Stored dataset items
================================

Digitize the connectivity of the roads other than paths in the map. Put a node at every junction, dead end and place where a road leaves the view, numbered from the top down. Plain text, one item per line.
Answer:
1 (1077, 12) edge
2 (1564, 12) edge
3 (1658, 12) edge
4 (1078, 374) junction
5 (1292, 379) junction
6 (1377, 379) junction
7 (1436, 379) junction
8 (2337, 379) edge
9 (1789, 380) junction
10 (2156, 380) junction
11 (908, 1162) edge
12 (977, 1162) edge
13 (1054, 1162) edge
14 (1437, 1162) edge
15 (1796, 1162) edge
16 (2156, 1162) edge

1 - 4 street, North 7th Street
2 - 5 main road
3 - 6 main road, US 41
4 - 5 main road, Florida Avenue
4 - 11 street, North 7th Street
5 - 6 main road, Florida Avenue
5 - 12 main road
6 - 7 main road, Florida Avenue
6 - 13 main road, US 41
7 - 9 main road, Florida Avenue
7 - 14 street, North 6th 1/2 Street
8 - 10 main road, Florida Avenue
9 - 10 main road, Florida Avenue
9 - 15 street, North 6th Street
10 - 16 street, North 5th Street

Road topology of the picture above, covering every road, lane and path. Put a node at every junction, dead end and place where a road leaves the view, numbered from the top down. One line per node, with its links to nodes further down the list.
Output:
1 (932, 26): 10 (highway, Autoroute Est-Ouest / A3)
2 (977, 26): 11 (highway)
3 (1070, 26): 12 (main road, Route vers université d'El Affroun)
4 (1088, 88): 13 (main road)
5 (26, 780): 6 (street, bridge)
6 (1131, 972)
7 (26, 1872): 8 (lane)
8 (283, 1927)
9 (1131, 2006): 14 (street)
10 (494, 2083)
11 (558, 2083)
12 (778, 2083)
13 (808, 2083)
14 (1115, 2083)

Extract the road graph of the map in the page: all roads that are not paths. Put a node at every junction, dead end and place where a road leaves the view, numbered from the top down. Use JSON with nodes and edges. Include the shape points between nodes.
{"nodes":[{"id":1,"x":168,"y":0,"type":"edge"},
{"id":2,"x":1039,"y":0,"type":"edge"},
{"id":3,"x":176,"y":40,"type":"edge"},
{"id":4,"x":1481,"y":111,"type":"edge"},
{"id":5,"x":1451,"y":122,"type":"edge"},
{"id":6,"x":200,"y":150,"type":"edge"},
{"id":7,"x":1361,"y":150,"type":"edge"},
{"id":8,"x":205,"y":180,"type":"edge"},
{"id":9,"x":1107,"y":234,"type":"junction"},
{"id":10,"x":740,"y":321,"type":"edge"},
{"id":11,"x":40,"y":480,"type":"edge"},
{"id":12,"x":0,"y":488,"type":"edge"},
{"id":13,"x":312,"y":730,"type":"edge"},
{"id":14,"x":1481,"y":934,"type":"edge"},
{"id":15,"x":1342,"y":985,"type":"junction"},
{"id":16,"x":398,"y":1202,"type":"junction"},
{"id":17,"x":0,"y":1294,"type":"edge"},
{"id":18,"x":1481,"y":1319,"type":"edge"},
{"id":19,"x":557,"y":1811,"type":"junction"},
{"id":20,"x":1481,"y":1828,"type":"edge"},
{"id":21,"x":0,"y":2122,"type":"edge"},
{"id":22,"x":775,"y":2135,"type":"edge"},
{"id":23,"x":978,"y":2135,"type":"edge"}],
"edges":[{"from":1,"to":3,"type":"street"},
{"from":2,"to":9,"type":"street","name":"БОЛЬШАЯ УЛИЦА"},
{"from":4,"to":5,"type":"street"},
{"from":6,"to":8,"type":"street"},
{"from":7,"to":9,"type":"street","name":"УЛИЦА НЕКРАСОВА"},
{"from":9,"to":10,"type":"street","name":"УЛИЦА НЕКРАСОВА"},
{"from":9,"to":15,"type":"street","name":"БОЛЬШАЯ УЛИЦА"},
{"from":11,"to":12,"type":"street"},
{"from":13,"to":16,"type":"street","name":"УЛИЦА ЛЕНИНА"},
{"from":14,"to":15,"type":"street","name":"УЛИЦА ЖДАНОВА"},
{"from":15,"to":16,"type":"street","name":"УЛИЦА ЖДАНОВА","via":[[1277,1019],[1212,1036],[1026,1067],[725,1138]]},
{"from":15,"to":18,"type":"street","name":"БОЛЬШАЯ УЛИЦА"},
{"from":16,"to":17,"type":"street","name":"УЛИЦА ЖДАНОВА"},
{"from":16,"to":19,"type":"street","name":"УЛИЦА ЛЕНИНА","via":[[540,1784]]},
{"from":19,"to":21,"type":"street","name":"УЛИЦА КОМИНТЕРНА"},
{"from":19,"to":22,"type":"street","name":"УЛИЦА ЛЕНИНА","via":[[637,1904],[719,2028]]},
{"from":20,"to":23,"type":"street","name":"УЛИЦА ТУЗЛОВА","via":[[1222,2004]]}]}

================================

**Assignment**
Lines from the top of the entries above to the line that contains "Road topology of" should be set down exactly, please, with both ends kept and nothing added.

**Exercise solution**
Digitize the connectivity of the roads other than paths in the map. Put a node at every junction, dead end and place where a road leaves the view, numbered from the top down. Plain text, one item per line.
Answer:
1 (1077, 12) edge
2 (1564, 12) edge
3 (1658, 12) edge
4 (1078, 374) junction
5 (1292, 379) junction
6 (1377, 379) junction
7 (1436, 379) junction
8 (2337, 379) edge
9 (1789, 380) junction
10 (2156, 380) junction
11 (908, 1162) edge
12 (977, 1162) edge
13 (1054, 1162) edge
14 (1437, 1162) edge
15 (1796, 1162) edge
16 (2156, 1162) edge

1 - 4 street, North 7th Street
2 - 5 main road
3 - 6 main road, US 41
4 - 5 main road, Florida Avenue
4 - 11 street, North 7th Street
5 - 6 main road, Florida Avenue
5 - 12 main road
6 - 7 main road, Florida Avenue
6 - 13 main road, US 41
7 - 9 main road, Florida Avenue
7 - 14 street, North 6th 1/2 Street
8 - 10 main road, Florida Avenue
9 - 10 main road, Florida Avenue
9 - 15 street, North 6th Street
10 - 16 street, North 5th Street

Road topology of the picture above, covering every road, lane and path. Put a node at every junction, dead end and place where a road leaves the view, numbered from the top down. One line per node, with its links to nodes further down the list.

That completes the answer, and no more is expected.